──────── Data records ────────
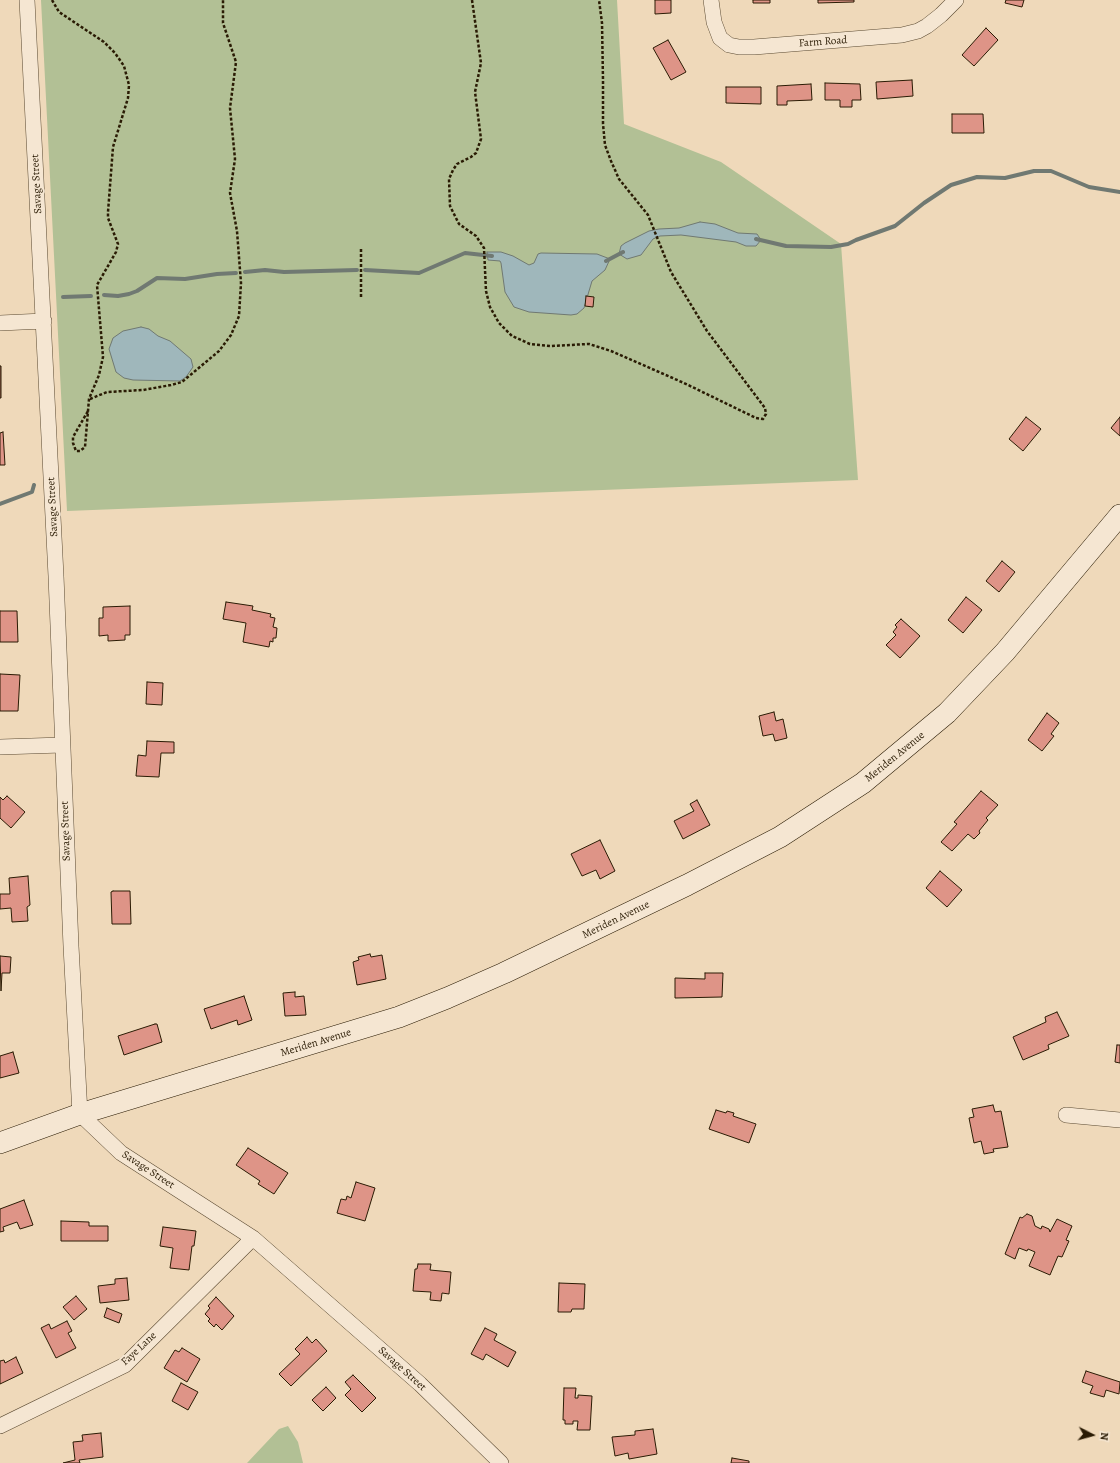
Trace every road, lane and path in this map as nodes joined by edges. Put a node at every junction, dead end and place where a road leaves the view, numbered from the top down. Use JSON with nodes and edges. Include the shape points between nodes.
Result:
{"nodes":[{"id":1,"x":27,"y":0,"type":"edge"},
{"id":2,"x":52,"y":0,"type":"edge"},
{"id":3,"x":222,"y":0,"type":"edge"},
{"id":4,"x":472,"y":0,"type":"edge"},
{"id":5,"x":599,"y":0,"type":"edge"},
{"id":6,"x":711,"y":0,"type":"edge"},
{"id":7,"x":956,"y":0,"type":"edge"},
{"id":8,"x":361,"y":247,"type":"dead end"},
{"id":9,"x":360,"y":297,"type":"dead end"},
{"id":10,"x":44,"y":321,"type":"junction"},
{"id":11,"x":0,"y":323,"type":"edge"},
{"id":12,"x":89,"y":399,"type":"junction"},
{"id":13,"x":88,"y":411,"type":"junction"},
{"id":14,"x":1120,"y":515,"type":"edge"},
{"id":15,"x":62,"y":745,"type":"junction"},
{"id":16,"x":0,"y":747,"type":"edge"},
{"id":17,"x":80,"y":1114,"type":"junction"},
{"id":18,"x":1066,"y":1116,"type":"dead end"},
{"id":19,"x":1120,"y":1120,"type":"edge"},
{"id":20,"x":0,"y":1143,"type":"edge"},
{"id":21,"x":253,"y":1238,"type":"junction"},
{"id":22,"x":0,"y":1426,"type":"edge"},
{"id":23,"x":500,"y":1463,"type":"edge"}],
"edges":[{"from":1,"to":10,"type":"street","name":"Savage Street"},
{"from":2,"to":12,"type":"path","via":[[59,12],[116,53],[124,66],[129,85],[113,148],[108,212],[118,244],[97,284],[103,357]]},
{"from":3,"to":12,"type":"path","via":[[223,23],[236,62],[230,108],[236,160],[230,193],[240,262],[239,316],[231,335],[219,351],[188,378],[171,385],[107,392]]},
{"from":4,"to":5,"type":"path","via":[[480,64],[474,92],[481,138],[476,153],[457,164],[453,170],[449,179],[450,206],[459,224],[476,236],[484,248],[486,291],[490,307],[499,323],[512,336],[540,345],[589,344],[611,351],[763,419],[766,414],[765,408],[707,331],[672,272],[643,207],[619,179],[606,145],[603,124],[604,80]]},
{"from":6,"to":7,"type":"street","name":"Farm Road","via":[[714,22],[720,38],[729,45],[754,47],[902,35],[927,26]]},
{"from":8,"to":9,"type":"path"},
{"from":10,"to":11,"type":"street"},
{"from":10,"to":15,"type":"street","name":"Savage Street"},
{"from":12,"to":13,"type":"path"},
{"from":13,"to":13,"type":"path","via":[[85,447],[76,451],[74,438]]},
{"from":14,"to":17,"type":"main road","name":"Meriden Avenue","via":[[1004,652],[947,713],[863,783],[780,838],[504,973],[399,1017]]},
{"from":15,"to":16,"type":"street"},
{"from":15,"to":17,"type":"street","name":"Savage Street"},
{"from":17,"to":20,"type":"main road","name":"Meriden Avenue"},
{"from":17,"to":21,"type":"street","name":"Savage Street","via":[[121,1153]]},
{"from":18,"to":19,"type":"street"},
{"from":21,"to":22,"type":"street","name":"Faye Lane","via":[[125,1365]]},
{"from":21,"to":23,"type":"street","name":"Savage Street","via":[[420,1384]]}]}
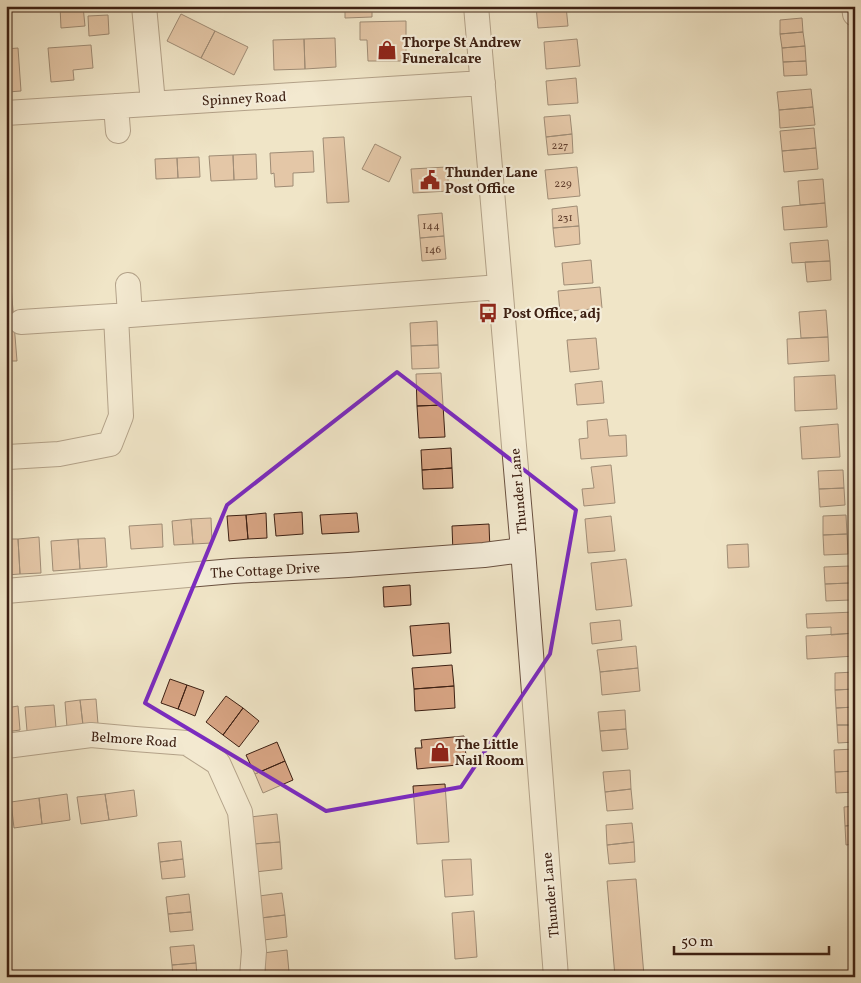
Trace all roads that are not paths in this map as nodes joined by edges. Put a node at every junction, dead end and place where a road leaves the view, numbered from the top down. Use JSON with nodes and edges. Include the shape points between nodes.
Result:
{"nodes":[{"id":1,"x":144,"y":6,"type":"edge"},
{"id":2,"x":476,"y":6,"type":"edge"},
{"id":3,"x":854,"y":6,"type":"edge"},
{"id":4,"x":855,"y":14,"type":"edge"},
{"id":5,"x":482,"y":83,"type":"junction"},
{"id":6,"x":153,"y":103,"type":"junction"},
{"id":7,"x":116,"y":106,"type":"junction"},
{"id":8,"x":6,"y":113,"type":"edge"},
{"id":9,"x":118,"y":131,"type":"dead end"},
{"id":10,"x":128,"y":285,"type":"dead end"},
{"id":11,"x":500,"y":287,"type":"junction"},
{"id":12,"x":123,"y":316,"type":"junction"},
{"id":13,"x":21,"y":322,"type":"dead end"},
{"id":14,"x":6,"y":456,"type":"edge"},
{"id":15,"x":523,"y":550,"type":"junction"},
{"id":16,"x":6,"y":591,"type":"edge"},
{"id":17,"x":6,"y":746,"type":"edge"},
{"id":18,"x":252,"y":977,"type":"edge"},
{"id":19,"x":556,"y":977,"type":"edge"}],
"edges":[{"from":1,"to":6,"type":"street"},
{"from":2,"to":5,"type":"street","name":"Thunder Lane"},
{"from":3,"to":4,"type":"street"},
{"from":5,"to":6,"type":"street","name":"Spinney Road"},
{"from":5,"to":11,"type":"street","name":"Thunder Lane"},
{"from":6,"to":7,"type":"street","name":"Spinney Road"},
{"from":7,"to":8,"type":"street","name":"Spinney Road"},
{"from":7,"to":9,"type":"street"},
{"from":10,"to":12,"type":"street"},
{"from":11,"to":12,"type":"street"},
{"from":11,"to":15,"type":"street","name":"Thunder Lane"},
{"from":12,"to":13,"type":"street"},
{"from":12,"to":14,"type":"street","via":[[120,416],[110,444],[59,454]]},
{"from":15,"to":16,"type":"street","name":"The Cottage Drive"},
{"from":15,"to":19,"type":"street","name":"Thunder Lane"},
{"from":17,"to":18,"type":"street","name":"Belmore Road","via":[[91,735],[109,736],[187,743],[218,763],[240,812],[254,951]]}]}
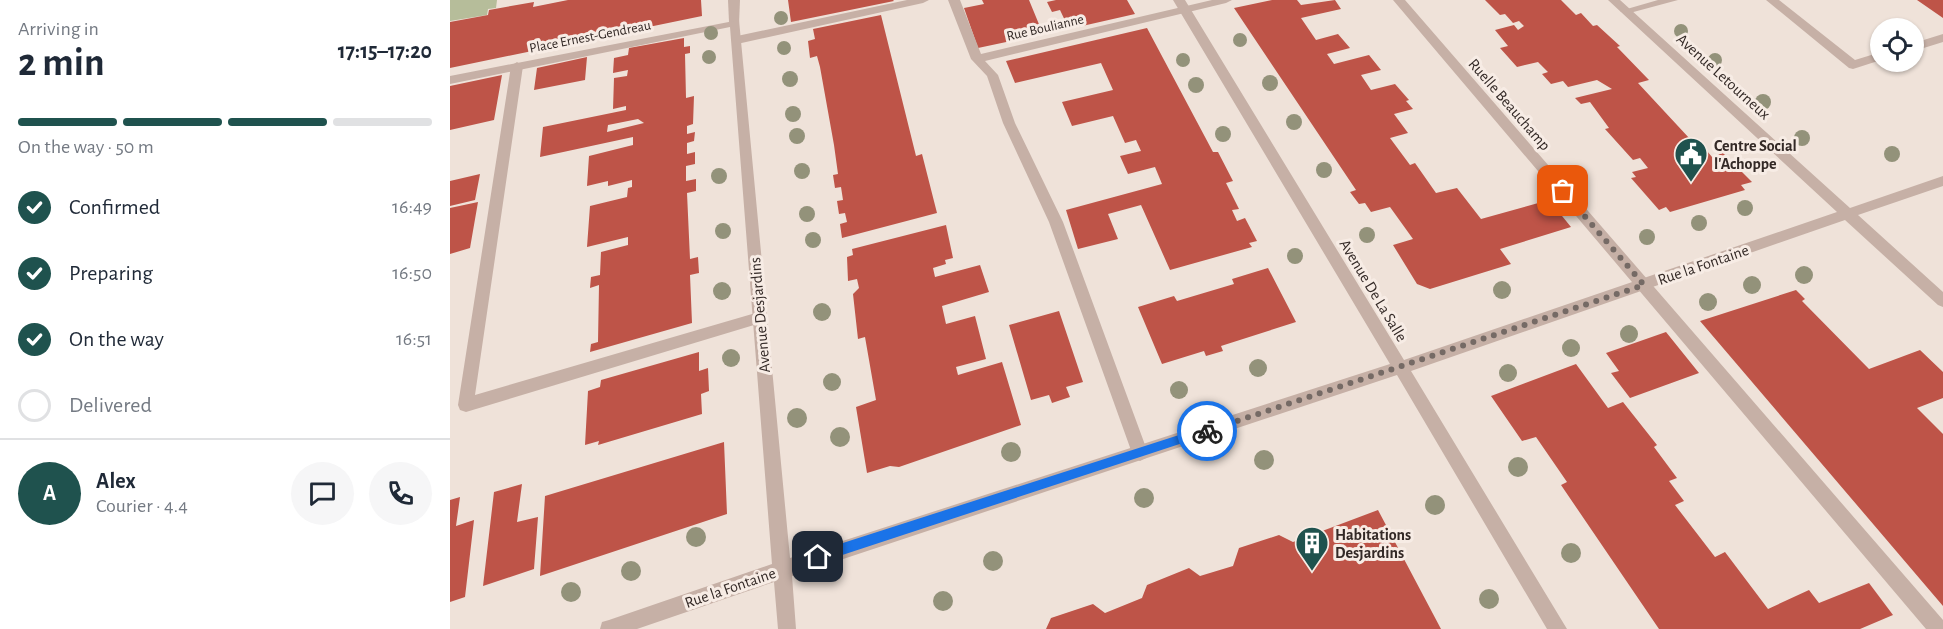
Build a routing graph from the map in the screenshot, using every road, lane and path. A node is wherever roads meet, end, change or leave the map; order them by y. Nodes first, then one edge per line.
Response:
1 (734, 0) edge
2 (923, 0) edge
3 (954, 0) edge
4 (1226, 0) edge
5 (1399, 0) edge
6 (1614, 0) edge
7 (1672, 0) edge
8 (1772, 0) edge
9 (1181, 5) edge
10 (1626, 12) junction
11 (735, 22) junction
12 (1943, 38) edge
13 (737, 40) junction
14 (1924, 43) edge
15 (977, 59) junction
16 (1870, 60) edge
17 (517, 66) junction
18 (450, 80) edge
19 (1943, 182) edge
20 (1847, 214) junction
21 (1644, 285) junction
22 (1943, 301) edge
23 (759, 318) junction
24 (1399, 368) junction
25 (1140, 453) junction
26 (781, 570) junction
27 (609, 629) edge
28 (787, 629) edge
29 (1558, 629) edge
30 (1938, 629) edge

1 - 11 street, Avenue Desjardins
2 - 13 street
3 - 15 street
4 - 9 street, Rue Boulianne
5 - 21 street, Ruelle Beauchamp
6 - 10 street, Avenue Letourneux
7 - 10 street
8 - 16 street
9 - 15 street, Rue Boulianne
9 - 24 street, Avenue De La Salle
10 - 20 street, Avenue Letourneux
11 - 13 street, Avenue Desjardins
11 - 17 street, Place Ernest-Gendreau
12 - 14 street
13 - 23 street, Avenue Desjardins
15 - 25 street
17 - 18 street, Place Ernest-Gendreau
17 - 23 street
19 - 20 street, Rue la Fontaine
20 - 21 street, Rue la Fontaine
20 - 22 street, Avenue Letourneux
21 - 24 street, Rue la Fontaine
21 - 30 street, Ruelle Beauchamp
23 - 26 street, Avenue Desjardins
24 - 25 street, Rue la Fontaine
24 - 29 street, Avenue De La Salle
25 - 26 street, Rue la Fontaine
26 - 27 street, Rue la Fontaine
26 - 28 street, Avenue Desjardins

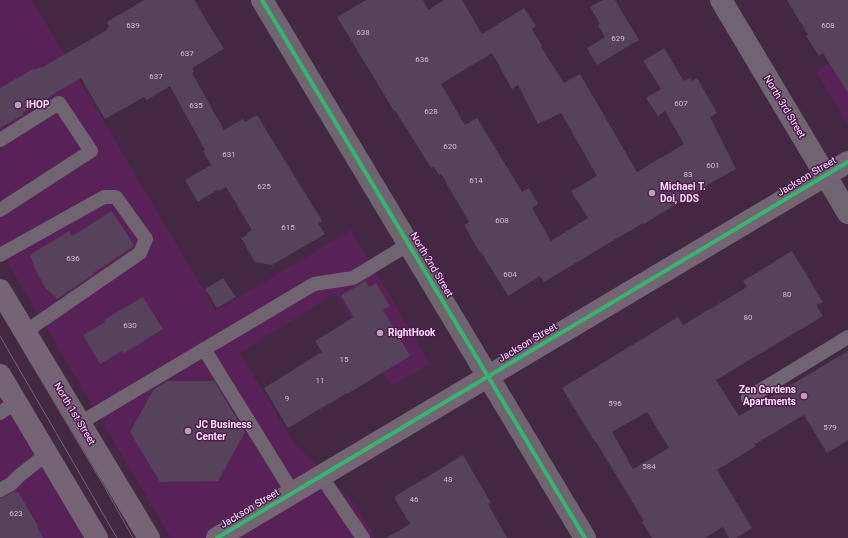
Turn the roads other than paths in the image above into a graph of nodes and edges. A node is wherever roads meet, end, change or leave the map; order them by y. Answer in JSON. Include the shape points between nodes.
{"nodes":[{"id":1,"x":262,"y":0,"type":"edge"},
{"id":2,"x":721,"y":0,"type":"edge"},
{"id":3,"x":0,"y":140,"type":"edge"},
{"id":4,"x":848,"y":162,"type":"edge"},
{"id":5,"x":825,"y":176,"type":"junction"},
{"id":6,"x":0,"y":210,"type":"edge"},
{"id":7,"x":848,"y":213,"type":"edge"},
{"id":8,"x":409,"y":244,"type":"junction"},
{"id":9,"x":0,"y":255,"type":"edge"},
{"id":10,"x":0,"y":290,"type":"edge"},
{"id":11,"x":25,"y":332,"type":"junction"},
{"id":12,"x":848,"y":337,"type":"edge"},
{"id":13,"x":204,"y":349,"type":"junction"},
{"id":14,"x":0,"y":375,"type":"edge"},
{"id":15,"x":488,"y":377,"type":"junction"},
{"id":16,"x":748,"y":398,"type":"dead end"},
{"id":17,"x":8,"y":408,"type":"edge"},
{"id":18,"x":80,"y":424,"type":"junction"},
{"id":19,"x":47,"y":454,"type":"junction"},
{"id":20,"x":321,"y":476,"type":"junction"},
{"id":21,"x":0,"y":490,"type":"edge"},
{"id":22,"x":293,"y":493,"type":"junction"},
{"id":23,"x":97,"y":538,"type":"edge"},
{"id":24,"x":148,"y":538,"type":"edge"},
{"id":25,"x":217,"y":538,"type":"edge"},
{"id":26,"x":363,"y":538,"type":"edge"},
{"id":27,"x":585,"y":538,"type":"edge"}],
"edges":[{"from":1,"to":8,"type":"street","name":"North 2nd Street"},
{"from":2,"to":5,"type":"street","name":"North 3rd Street"},
{"from":3,"to":6,"type":"lane","via":[[59,103],[91,151]]},
{"from":4,"to":5,"type":"street","name":"Jackson Street"},
{"from":5,"to":7,"type":"street","name":"North 3rd Street"},
{"from":5,"to":15,"type":"street","name":"Jackson Street"},
{"from":8,"to":13,"type":"lane","via":[[353,278],[314,284]]},
{"from":8,"to":15,"type":"street","name":"North 2nd Street"},
{"from":9,"to":11,"type":"lane","via":[[104,197],[116,197],[146,239],[140,253]]},
{"from":10,"to":11,"type":"street","name":"North 1st Street"},
{"from":11,"to":18,"type":"street","name":"North 1st Street"},
{"from":12,"to":16,"type":"lane"},
{"from":13,"to":18,"type":"lane"},
{"from":13,"to":22,"type":"lane"},
{"from":14,"to":17,"type":"street"},
{"from":15,"to":20,"type":"street","name":"Jackson Street"},
{"from":15,"to":27,"type":"street","name":"North 2nd Street"},
{"from":17,"to":19,"type":"street"},
{"from":18,"to":24,"type":"street","name":"North 1st Street"},
{"from":19,"to":21,"type":"lane"},
{"from":19,"to":23,"type":"street"},
{"from":20,"to":22,"type":"street","name":"Jackson Street"},
{"from":20,"to":26,"type":"lane"},
{"from":22,"to":25,"type":"street","name":"Jackson Street"}]}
────────
- [Problem to work on]
What is needed is each line of the entries that contains the word "with".

- [Exercise response]
Trace every road, lane and path in this map as nodes joined by edges. Put a node at every junction, dead end and place where a road leaves the view, numbered from the top down. Use JSON with nodes and edges. Include the shape points between nodes.
Trace all roads that are not paths in this map as nodes joined by edges. Put a node at every junction, dead end and place where a road leaves the view, numbered from the top down. Use JSON with nodes and edges. Include the shape points between nodes.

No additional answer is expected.